L'association des victimes de l'amiante et des autres polluants (AVA) va déposer d'ici à "fin février" une citation directe collective devant le tribunal correctionnel de Paris, une première dans ce long feuilleton judiciaire.
"Catastrophe sanitaire"
Son but : obtenir d'ici à "un an, un an et demi" un procès pénal des responsables nationaux de cette "catastrophe sanitaire" qui fait "3.000 victimes par an", ont annoncé mardi ses avocats Antoine Vey et Eric Dupond-Moretti lors d'une conférence de presse.Cette procédure rapide permet de saisir directement le tribunal sans passer par une instruction pénale. A charge pour les plaignants de collecter et de présenter les éléments de preuve à l'audience. "Des éléments sur lesquels la justice aurait dû s'arrêter et elle ne l'a pas fait", a indiqué Eric Dupond-Moretti regrettant une forme d'"inertie judiciaire".

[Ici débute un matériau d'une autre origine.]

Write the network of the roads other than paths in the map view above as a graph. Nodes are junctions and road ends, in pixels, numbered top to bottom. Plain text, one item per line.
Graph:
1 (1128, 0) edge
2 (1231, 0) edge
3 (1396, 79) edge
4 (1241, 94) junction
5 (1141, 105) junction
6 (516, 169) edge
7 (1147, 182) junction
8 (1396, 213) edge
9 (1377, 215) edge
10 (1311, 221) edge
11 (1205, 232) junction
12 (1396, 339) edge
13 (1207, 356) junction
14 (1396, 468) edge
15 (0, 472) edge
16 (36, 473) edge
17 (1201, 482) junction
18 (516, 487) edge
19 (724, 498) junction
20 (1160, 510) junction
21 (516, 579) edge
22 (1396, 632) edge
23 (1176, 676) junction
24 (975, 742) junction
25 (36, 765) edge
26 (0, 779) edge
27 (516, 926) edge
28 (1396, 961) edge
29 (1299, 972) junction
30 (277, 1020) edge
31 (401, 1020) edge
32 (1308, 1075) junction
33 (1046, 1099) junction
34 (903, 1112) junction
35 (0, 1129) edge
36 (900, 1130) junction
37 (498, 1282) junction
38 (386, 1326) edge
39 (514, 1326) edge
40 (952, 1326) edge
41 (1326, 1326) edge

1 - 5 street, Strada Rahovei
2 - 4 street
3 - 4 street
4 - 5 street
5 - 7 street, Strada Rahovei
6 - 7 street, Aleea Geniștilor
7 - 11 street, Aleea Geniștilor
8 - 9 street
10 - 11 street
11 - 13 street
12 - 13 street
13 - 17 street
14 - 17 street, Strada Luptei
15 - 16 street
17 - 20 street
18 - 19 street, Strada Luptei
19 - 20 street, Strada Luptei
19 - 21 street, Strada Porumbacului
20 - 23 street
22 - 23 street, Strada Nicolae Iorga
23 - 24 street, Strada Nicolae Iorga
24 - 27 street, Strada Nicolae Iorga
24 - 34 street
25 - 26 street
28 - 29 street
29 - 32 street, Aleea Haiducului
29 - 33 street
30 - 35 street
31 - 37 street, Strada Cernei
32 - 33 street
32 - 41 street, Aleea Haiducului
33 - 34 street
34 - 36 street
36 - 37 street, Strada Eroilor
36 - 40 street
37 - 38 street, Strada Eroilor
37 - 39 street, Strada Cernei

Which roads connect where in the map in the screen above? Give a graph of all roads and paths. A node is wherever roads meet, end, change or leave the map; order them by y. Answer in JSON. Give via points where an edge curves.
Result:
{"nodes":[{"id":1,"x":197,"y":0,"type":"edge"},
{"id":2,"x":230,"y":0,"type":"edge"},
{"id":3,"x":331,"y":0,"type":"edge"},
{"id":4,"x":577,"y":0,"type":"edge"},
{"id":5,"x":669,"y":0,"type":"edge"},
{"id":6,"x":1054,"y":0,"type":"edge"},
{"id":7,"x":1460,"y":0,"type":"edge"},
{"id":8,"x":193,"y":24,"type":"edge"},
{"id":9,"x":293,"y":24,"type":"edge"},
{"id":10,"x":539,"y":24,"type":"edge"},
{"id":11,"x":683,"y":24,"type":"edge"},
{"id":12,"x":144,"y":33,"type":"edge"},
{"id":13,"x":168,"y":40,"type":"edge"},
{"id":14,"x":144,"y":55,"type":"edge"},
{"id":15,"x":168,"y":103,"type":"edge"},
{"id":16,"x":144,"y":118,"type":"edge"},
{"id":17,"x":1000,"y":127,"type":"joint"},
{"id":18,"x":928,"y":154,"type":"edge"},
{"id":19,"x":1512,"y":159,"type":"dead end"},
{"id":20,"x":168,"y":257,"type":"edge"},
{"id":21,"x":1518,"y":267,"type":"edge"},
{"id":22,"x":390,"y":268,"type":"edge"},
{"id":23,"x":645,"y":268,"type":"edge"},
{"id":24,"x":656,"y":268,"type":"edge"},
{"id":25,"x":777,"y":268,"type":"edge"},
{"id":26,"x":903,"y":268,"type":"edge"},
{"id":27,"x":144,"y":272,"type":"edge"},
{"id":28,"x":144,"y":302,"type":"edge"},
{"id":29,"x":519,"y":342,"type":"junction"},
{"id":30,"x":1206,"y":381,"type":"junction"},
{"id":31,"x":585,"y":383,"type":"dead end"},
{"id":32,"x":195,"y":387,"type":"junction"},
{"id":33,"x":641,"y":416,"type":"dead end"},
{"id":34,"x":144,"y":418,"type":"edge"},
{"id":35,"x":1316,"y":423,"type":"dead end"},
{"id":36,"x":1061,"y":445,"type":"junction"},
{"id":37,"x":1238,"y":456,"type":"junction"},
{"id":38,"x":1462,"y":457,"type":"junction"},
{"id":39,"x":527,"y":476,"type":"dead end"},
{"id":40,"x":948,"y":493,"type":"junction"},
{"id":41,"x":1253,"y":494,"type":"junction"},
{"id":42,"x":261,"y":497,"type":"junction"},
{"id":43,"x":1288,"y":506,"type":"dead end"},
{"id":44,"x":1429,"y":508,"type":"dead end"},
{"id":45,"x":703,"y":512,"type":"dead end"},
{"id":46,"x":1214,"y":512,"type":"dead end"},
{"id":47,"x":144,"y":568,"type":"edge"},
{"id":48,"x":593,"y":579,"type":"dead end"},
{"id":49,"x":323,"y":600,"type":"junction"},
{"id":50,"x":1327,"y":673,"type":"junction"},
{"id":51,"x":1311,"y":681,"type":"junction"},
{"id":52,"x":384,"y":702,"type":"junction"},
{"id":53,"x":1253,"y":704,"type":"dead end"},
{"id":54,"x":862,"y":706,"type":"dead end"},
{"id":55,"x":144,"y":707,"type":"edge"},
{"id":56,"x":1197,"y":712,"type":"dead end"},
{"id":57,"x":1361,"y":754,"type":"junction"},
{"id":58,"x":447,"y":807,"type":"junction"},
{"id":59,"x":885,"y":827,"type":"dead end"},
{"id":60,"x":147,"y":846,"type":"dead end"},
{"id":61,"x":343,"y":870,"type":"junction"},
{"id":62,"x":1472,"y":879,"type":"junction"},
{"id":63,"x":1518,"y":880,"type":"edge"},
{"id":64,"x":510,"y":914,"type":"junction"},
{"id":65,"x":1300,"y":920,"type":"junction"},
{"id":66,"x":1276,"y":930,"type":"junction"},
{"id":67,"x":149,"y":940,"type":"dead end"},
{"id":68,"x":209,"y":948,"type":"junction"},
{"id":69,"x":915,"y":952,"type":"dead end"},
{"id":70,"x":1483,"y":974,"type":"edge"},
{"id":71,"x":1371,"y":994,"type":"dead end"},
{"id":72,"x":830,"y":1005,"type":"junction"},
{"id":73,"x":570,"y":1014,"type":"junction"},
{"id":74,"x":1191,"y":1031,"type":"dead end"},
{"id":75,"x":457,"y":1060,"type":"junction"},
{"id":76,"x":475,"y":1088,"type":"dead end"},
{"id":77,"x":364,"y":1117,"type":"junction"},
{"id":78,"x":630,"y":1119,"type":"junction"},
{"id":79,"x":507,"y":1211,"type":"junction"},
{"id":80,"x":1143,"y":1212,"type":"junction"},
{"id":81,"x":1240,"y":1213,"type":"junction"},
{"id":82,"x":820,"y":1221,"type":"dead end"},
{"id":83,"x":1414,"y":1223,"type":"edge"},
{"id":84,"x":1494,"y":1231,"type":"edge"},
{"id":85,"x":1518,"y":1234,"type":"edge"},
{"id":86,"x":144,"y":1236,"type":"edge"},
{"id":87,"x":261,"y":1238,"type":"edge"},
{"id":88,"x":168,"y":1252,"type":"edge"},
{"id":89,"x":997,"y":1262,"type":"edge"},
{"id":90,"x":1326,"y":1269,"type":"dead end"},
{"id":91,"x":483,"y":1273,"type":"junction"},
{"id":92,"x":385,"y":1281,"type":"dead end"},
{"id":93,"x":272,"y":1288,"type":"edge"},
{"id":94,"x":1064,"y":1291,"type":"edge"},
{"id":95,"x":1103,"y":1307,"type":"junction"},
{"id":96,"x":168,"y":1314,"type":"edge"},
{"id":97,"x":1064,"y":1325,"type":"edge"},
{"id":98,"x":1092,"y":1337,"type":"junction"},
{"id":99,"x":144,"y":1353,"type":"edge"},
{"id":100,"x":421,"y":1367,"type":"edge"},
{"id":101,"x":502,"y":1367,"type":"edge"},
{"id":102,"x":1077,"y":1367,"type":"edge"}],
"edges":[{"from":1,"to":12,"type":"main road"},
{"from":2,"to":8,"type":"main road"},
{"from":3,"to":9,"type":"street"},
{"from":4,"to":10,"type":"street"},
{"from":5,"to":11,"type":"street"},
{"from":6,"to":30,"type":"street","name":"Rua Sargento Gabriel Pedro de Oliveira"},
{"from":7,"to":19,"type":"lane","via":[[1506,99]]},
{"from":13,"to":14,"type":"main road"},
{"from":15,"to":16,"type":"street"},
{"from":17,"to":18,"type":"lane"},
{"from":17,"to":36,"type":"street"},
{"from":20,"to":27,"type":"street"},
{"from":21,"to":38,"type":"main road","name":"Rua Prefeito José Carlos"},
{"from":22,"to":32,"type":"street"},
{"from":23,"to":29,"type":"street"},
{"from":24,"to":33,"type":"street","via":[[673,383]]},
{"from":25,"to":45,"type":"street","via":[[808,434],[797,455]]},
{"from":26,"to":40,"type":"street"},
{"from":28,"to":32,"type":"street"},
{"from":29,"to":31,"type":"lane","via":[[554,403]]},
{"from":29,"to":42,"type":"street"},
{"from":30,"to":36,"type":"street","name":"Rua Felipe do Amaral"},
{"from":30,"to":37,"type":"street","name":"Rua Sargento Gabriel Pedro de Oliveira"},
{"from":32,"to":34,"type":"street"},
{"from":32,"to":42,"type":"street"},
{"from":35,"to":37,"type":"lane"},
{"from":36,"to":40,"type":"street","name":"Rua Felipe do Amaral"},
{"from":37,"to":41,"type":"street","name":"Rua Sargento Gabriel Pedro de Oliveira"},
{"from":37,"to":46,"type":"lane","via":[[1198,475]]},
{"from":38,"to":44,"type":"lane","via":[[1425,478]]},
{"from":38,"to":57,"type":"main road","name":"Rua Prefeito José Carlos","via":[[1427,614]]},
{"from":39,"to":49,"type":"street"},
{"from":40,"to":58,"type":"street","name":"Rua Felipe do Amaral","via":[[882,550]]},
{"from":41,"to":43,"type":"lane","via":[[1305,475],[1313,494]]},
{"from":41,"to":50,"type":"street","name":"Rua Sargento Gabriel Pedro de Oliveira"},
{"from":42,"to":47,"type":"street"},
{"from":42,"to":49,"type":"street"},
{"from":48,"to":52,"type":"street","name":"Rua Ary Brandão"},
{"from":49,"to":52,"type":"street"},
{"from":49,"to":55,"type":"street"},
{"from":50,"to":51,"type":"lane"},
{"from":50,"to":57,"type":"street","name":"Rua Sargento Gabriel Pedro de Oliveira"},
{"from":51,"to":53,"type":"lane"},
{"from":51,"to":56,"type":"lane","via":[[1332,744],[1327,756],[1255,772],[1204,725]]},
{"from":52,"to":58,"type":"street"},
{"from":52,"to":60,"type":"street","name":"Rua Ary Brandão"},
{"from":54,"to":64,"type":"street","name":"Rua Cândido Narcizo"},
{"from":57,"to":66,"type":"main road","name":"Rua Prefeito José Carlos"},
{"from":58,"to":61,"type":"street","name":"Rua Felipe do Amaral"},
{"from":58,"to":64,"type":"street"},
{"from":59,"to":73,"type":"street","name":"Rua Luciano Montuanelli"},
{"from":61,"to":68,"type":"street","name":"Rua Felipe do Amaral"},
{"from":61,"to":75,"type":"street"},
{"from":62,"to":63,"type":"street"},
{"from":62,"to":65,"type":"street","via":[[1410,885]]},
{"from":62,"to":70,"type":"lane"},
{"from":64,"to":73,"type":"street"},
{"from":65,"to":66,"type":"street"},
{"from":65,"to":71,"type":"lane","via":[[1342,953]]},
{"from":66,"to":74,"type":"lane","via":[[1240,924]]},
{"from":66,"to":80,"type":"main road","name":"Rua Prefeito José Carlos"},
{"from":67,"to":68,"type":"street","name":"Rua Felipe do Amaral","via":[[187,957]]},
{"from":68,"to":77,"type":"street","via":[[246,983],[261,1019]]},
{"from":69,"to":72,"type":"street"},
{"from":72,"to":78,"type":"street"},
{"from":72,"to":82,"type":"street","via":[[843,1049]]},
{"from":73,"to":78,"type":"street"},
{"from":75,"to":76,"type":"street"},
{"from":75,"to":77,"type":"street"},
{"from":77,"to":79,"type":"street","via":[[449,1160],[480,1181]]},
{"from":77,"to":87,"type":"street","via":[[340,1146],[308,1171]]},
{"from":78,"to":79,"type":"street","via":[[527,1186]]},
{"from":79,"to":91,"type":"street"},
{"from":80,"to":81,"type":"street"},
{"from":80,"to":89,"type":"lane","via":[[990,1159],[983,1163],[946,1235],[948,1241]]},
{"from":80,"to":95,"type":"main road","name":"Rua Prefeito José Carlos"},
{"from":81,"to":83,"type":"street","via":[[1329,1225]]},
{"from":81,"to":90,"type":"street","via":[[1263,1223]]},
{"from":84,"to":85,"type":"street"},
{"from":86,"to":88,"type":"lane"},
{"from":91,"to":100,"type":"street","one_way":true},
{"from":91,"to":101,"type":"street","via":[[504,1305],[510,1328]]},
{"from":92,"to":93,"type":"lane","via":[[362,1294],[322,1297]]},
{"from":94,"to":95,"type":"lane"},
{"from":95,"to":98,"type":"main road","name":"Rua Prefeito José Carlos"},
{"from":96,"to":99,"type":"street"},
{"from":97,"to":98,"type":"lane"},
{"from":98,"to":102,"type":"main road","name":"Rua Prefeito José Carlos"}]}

La citation directe visera les protagonistes qui ont "anesthésié" les services de l'Etat dans les années 1980 et 1990 "pour faire reculer au maximum l'interdiction de l'amiante", finalement intervenue en France en 1997 alors que son caractère cancérogène était connu depuis les années 1970, selon les avocats.
Dans leur viseur : d'anciens membres du comité permanent amiante (CPA) décrit dans un rapport sénatorial de 2005 comme un "lobby remarquablement efficace" de l'amiante et le promoteur de "l'usage contrôlé" du minéral.
Un "lobby" dans le collimateur
Dissous en 1995, il comptait dans ses rangs des industriels, des décideurs publics, des scientifiques et des membres d'organisations professionnelles. Huit anciens membres du CPA ont été mis en examen avant de voir leurs poursuites annulées par deux fois. Et en décembre, la Cour de cassation a confirmé définitivement l'abandon des poursuites, ouvrant la voie à un non-lieu pour ces protagonistes.Avec ce nouveau front judiciaire, les victimes espèrent organiser "un débat public et contradictoire sur ces éléments de preuve qui établissent selon nous un certain nombre de responsabilités pénales ayant rendu possible le scandale de l'amiante", a expliqué Antoine Vey.
"Il est inadmissible qu'une catastrophe sanitaire qui fait entre 100.000 et 200.000 victimes à la fin ne débouche pas sur un procès pénal", a commenté Michel Parigot, président du Comité anti-amiante Jussieu, du nom du campus universitaire d'où était partie la première plainte en 1996.